The Third Time’s a Charm
In the Fall of 2010, I ran my first half marathon. I finished the Baltimore Under Armour Half in 2:02:48, with very little speedwork under my belt. A sub-2hr half should be easily achievable sometime next year, I thought. Not so fast (no pun intended). The following spring I ran the Maryland Half and hit the wall at mile 6. Just went out too fast, and finished in about 2:07 (I can’t remember the exact time – I’ve successfully blocked it out of my head). After training all summer, with some significant speedwork, I took on the Rock ‘n Roll Half in Philadelphia in September 2011. A flat, easy course, I had heard. It was all of that, but once again, I went out to fast. I did get a PR, by about 1 minute. Getting closer, I thought, but I sure believed I would have been able to shave off those 3 minutes much faster than I was.
Later that Fall, I signed up for the Annapolis Zooma Half in the Spring of 2012. I chose Zooma for a number of reasons – beginning with limited travel time from Baltimore (I dislike hotel beds), and ending with their motto: “run. laugh. celebrate”. Love. That. I also loved their approach to racing. Their website urges you to “Imagine a powerful sea of women on the move–encouraging fellow runners and celebrating personal running triumphs.” That just seemed, well – perfect.
I took it relatively easy on myself over the winter, gearing up for a long and steady training schedule. I was determined to have lots of 10+ mile LSDs and some quality speedwork. My training schedule had all that in it, and also had some flexibility to allow for craziness with work and the kids – always the key to a successful training plan, in my opinion (at least for my life!).
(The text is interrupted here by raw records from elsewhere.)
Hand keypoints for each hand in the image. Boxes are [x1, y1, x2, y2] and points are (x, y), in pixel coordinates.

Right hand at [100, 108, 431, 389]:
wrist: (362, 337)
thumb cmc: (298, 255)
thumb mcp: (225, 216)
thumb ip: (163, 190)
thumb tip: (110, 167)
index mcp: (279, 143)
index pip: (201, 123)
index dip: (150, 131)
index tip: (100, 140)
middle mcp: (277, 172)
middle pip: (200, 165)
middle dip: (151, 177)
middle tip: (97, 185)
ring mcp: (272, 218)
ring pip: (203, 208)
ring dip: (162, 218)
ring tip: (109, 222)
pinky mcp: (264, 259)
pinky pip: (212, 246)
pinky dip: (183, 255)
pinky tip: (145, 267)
The morning of June 2 came and I was optimistic about breaking the 2 hour barrier, but not entirely confident. We had just decided to put down our dog of 15 years (she had declined very quickly) and I wasn’t sure how that would play on me emotionally. Thank goodness my best running buddy Tammi was there to let me lean on her. I’m certain that morning would not have gone as it had if she had not been by my side. We left the house at 5 AM to ensure an on-time arrival for the 7 AM start. No traffic, plenty of parking and plenty of porta-potties (you know you’re a runner when you get giddy at the sight of a large row of porta-potties) made the pre-race jitters mostly disappear. The weather could not have been more perfect – about 60 degrees at the start, with pretty reasonable humidity. About the best you could expect for June in Maryland.
The race course itself was just terrific – a nice mix of the urban in downtown Annapolis, the scenic (the Severn River bridge is very challenging, but rewards you with spectacular views), rolling hills and some peacefulness on the B&A trail. If I could dial up a 13.1 mile run, this is what it would look like. I would have liked some bigger crowds, but since I compare everything to Eutaw Street going into Oriole Park at Camden Yards (for the finish in Baltimore), I suspect until I run the NY marathon, nothing will compare. Along the course, the Zooma folks had frequent water/electrolyte stops with lots of friendly faces there to hand it out.
As for my race plan – well, I nailed it. I followed the strategy outlined here – http://www.roy-stevenson.com/half-marathon-racing.html – maintaining pretty even splits throughout, with almost every one of the first 11 miles being between 9:00 and 9:10. With 2 miles left, I dug deep, assessed what I had left, and ran an 8:57 and an 8:49, for a 1:59:09 finish. The race finished with a great expo, including wine and massages. I was particularly pleased that I got to meet Sarah Bowen Shea, co-author of “Train Like a Mother” at the expo after the race. I unfortunately didn’t get the chance to meet her co-author, Dimity McDowell, who ran the race with the amazingly strong woman she talks about in this post . If you didn’t have perspective about running and life, well, now you do (by the way, Sarah and Dimity’s podcasts are awesome, as are their “Badass Mother Runner” shirts).
The best part of the race? The sweaty hug from my best running girlfriend where she said to me, “I knew you could do this, and I know you did this for Ani”. Ani, our beloved shepherd mix who we put to rest later that day, had been my running buddy for 10 years of her long, well-loved life. In the height of her life, I know she would have loved this run, just as I had.